Video-based content companies and companies that service digital video apps aren't the only companies investing in high-quality, digital content. So are traditional news outlets like The New York Times, The Washington Post, and NPR.

The New York Times and The Washington Post have publicly declared that they are redoubling their efforts to produce well-researched, long-form articles to differentiate themselves from other news outlets. They're banking on the fact that high-quality content will drive ad sales and subscriptions. They've also started audio divisions to lead people to their print content and to advertise their areas of expertise-- The Washington Post specializes in political podcasts; The New York Times produces podcasts about culture and they just released The Daily, a podcast that focuses on a big news story and leads you to its printed or digital newspaper.

NPR is also investing money in high-quality podcasts. The powerhouse networks that feed a lot of content to the national NPR network-- WBUR (Boston), WNYC (New York City), and WBEZ (Chicago)-- all have podcast and mobile divisions to produce apps like NPR One and great shows like Modern Love, Death, Sex, & Money, and Serial. Further, NPR-trained talent has started a whole host of new venture-funded podcast companies like Gimlet and Pineapple Street Media.

These new digital audio companies were founded to produce high-quality, on-demand audio content. Their funding models are based on three ideas:

1. High-quality, intellectually-driven content attracts listeners that advertisers will pay a premium to get access to because host-read podcast ads aren't yet regulated by the FCC, which means ads don't have to sound like ads, and the listeners the intellectually-driven content attracts tend to have disposable incomes.
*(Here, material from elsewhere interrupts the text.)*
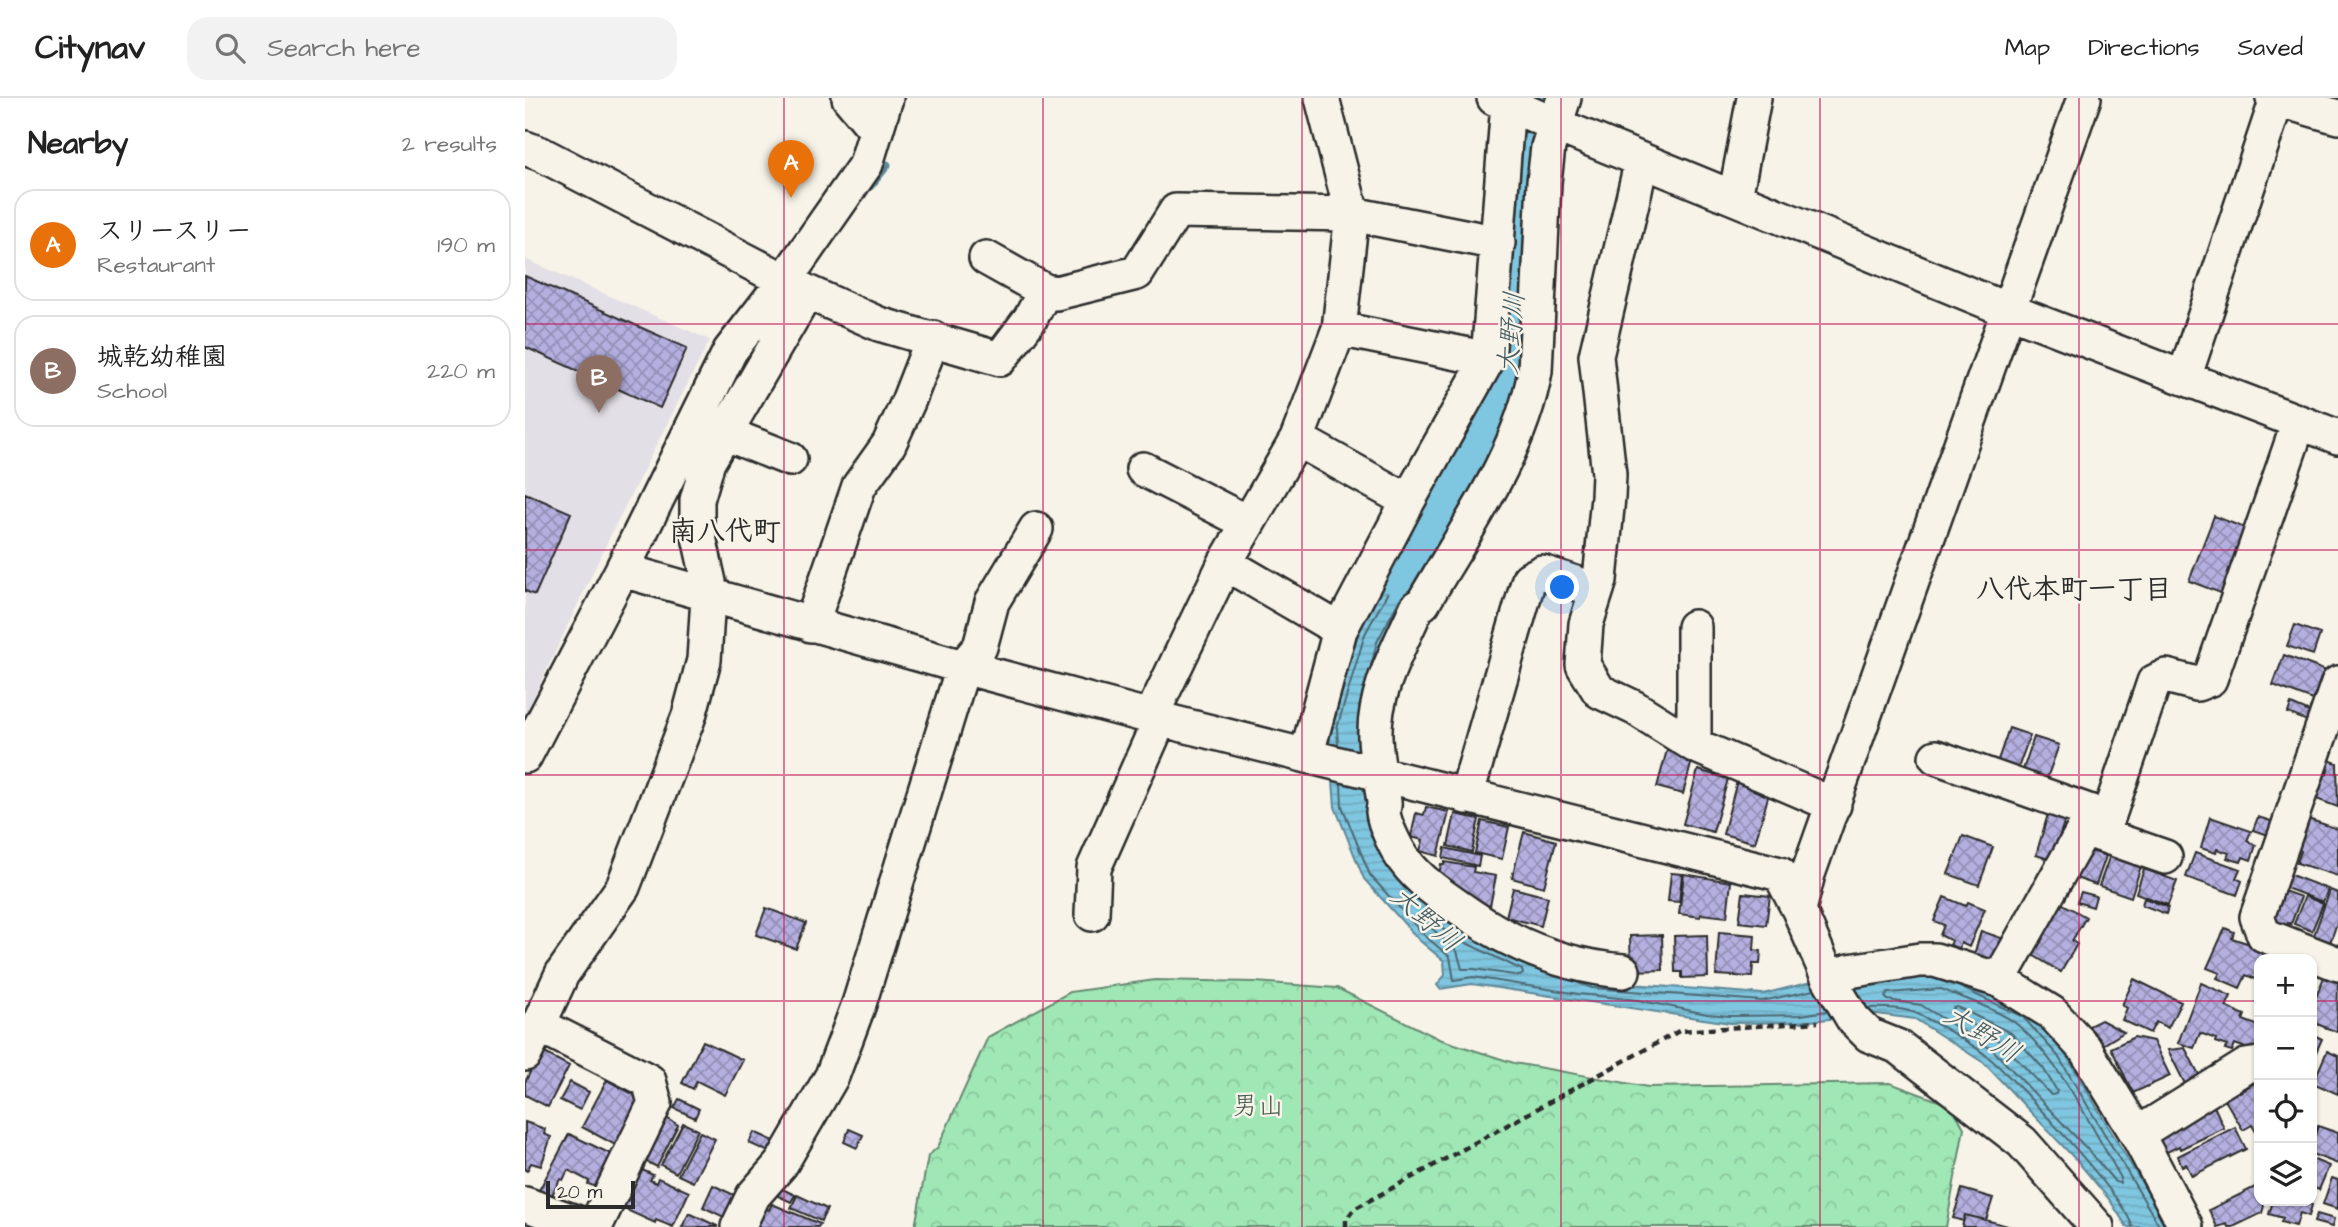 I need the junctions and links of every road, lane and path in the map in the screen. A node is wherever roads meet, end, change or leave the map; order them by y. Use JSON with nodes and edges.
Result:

2. If you have enough high-quality content, listeners will pay to access a back catalog like a subscription network. (These paid-subscription models are just starting to appear and will become more visible as these networks add to their content catalogs.)

3. Big companies recognize the value of high-quality content and are willing to pay networks to create custom content for them--like Open for Business by eBay, produced by Gimlet, and GE's podcast The Message, produced by Panoply.

 

Why the Tortoise Will Win in History Content Production

Tortoises like me live in a hare's world. We look slow and outmoded in the way we produce digital content. But our goals are different from those of the hare.

In my case, I want to create content that resonates with people, that creates wide awareness about history, and that cultivates a sentiment within society that history and the work historians do is worth supporting. I'm, in fact, running a tortoise's race. So my ideas aren't outmoded, they're timely and they make sense.

I believe there is a place for the hare's content. Photos and images created quickly with smartphones are fun to produce and share. However, the hare's content won't build a lasting audience. Within the last decade we've seen Twitter, Facebook, and Instagram content producers who quickly built massive audiences only to watch those audiences dwindle and leave as new apps and social networks came out and interests changed. The quick and easy content they produced entertained only for a limited time.

History has staying power. People will always be interested in history because it helps us grapple with the big, existential questions of who we are and how we came to be who we are. This is why historians have always invested time and energy into producing content that lasts: books, articles, museum exhibits. And this tried-and-true method of investing time and effort in the content we produce should also be our approach in the digital world.

We should embrace the hare, borrow everything from its technological toolbox that will help us communicate history, and then adapt these tools to amplify our work. Because just like in the analog world that came before the digital world, quality work will rise to the top, be consumed by more people over time, and will last-- just like tortoises, which live an average of 200 years versus hares, which live an average of 5.5 years.